- WORK TO BE COMPLETED
Word for word, transcribe the lines below and drop the pictures.

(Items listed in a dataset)
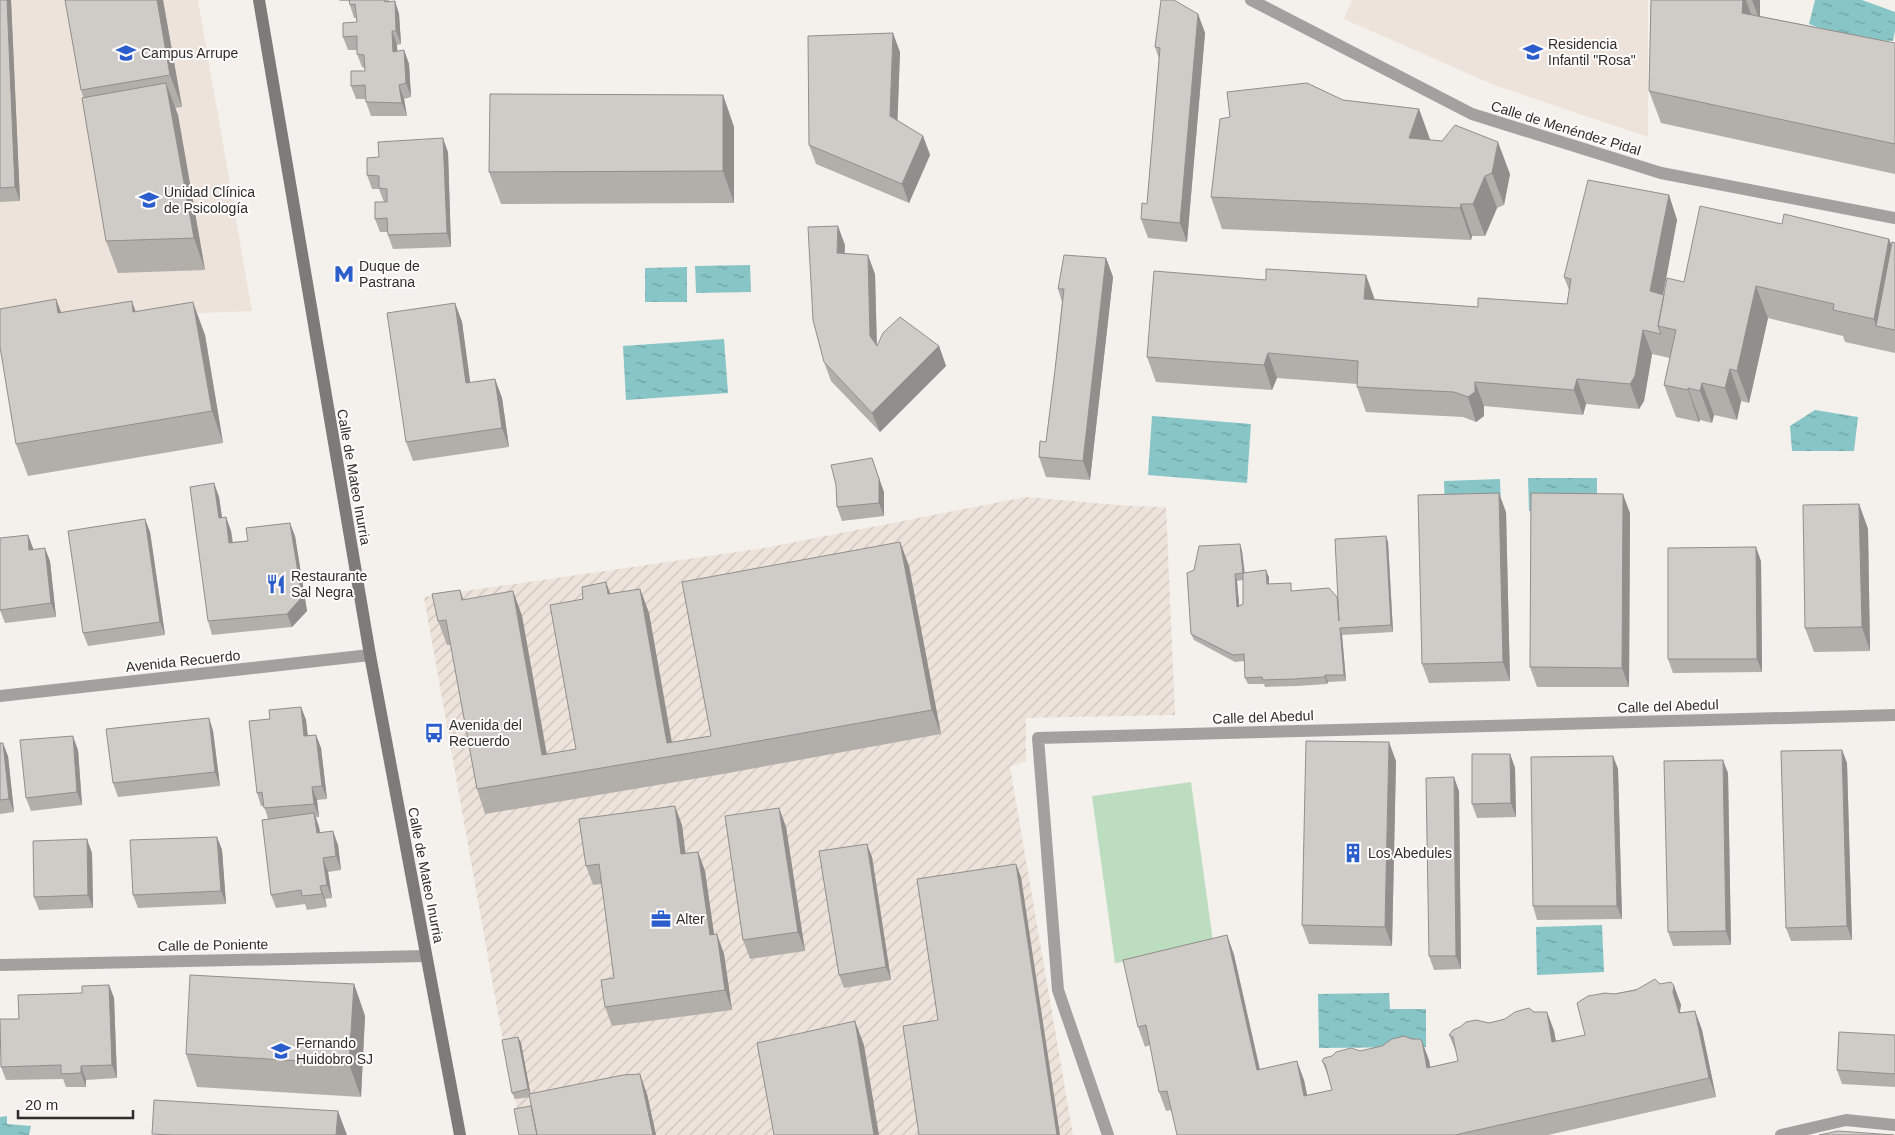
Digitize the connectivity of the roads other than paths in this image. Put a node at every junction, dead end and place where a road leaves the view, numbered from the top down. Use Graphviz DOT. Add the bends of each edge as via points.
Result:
graph roads {
  1 [pos="259,0"];
  2 [pos="1251,0"];
  3 [pos="1895,218"];
  4 [pos="370,655"];
  5 [pos="0,696"];
  6 [pos="1895,715"];
  7 [pos="426,956"];
  8 [pos="0,965"];
  9 [pos="1895,1124"];
  10 [pos="460,1135"];
  11 [pos="1108,1135"];
  12 [pos="1781,1135"];
  1 -- 4 [label="main road, Calle de Mateo Inurria"];
  2 -- 3 [label="street, Calle de Menéndez Pidal" via="1472,114 1661,173"];
  4 -- 5 [label="street, Avenida Recuerdo"];
  4 -- 7 [label="main road, Calle de Mateo Inurria"];
  6 -- 11 [label="street, Calle del Abedul" via="1038,738 1058,990"];
  7 -- 8 [label="street, Calle de Poniente"];
  7 -- 10 [label="main road, Calle de Mateo Inurria"];
  9 -- 12 [label="street" via="1846,1120"];
}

- EXPECTED OUTPUT
Digitize the connectivity of the roads other than paths in this image. Put a node at every junction, dead end and place where a road leaves the view, numbered from the top down. Use Graphviz DOT. Add the bends of each edge as via points.
Result:
graph roads {
  1 [pos="259,0"];
  2 [pos="1251,0"];
  3 [pos="1895,218"];
  4 [pos="370,655"];
  5 [pos="0,696"];
  6 [pos="1895,715"];
  7 [pos="426,956"];
  8 [pos="0,965"];
  9 [pos="1895,1124"];
  10 [pos="460,1135"];
  11 [pos="1108,1135"];
  12 [pos="1781,1135"];
  1 -- 4 [label="main road, Calle de Mateo Inurria"];
  2 -- 3 [label="street, Calle de Menéndez Pidal" via="1472,114 1661,173"];
  4 -- 5 [label="street, Avenida Recuerdo"];
  4 -- 7 [label="main road, Calle de Mateo Inurria"];
  6 -- 11 [label="street, Calle del Abedul" via="1038,738 1058,990"];
  7 -- 8 [label="street, Calle de Poniente"];
  7 -- 10 [label="main road, Calle de Mateo Inurria"];
  9 -- 12 [label="street" via="1846,1120"];
}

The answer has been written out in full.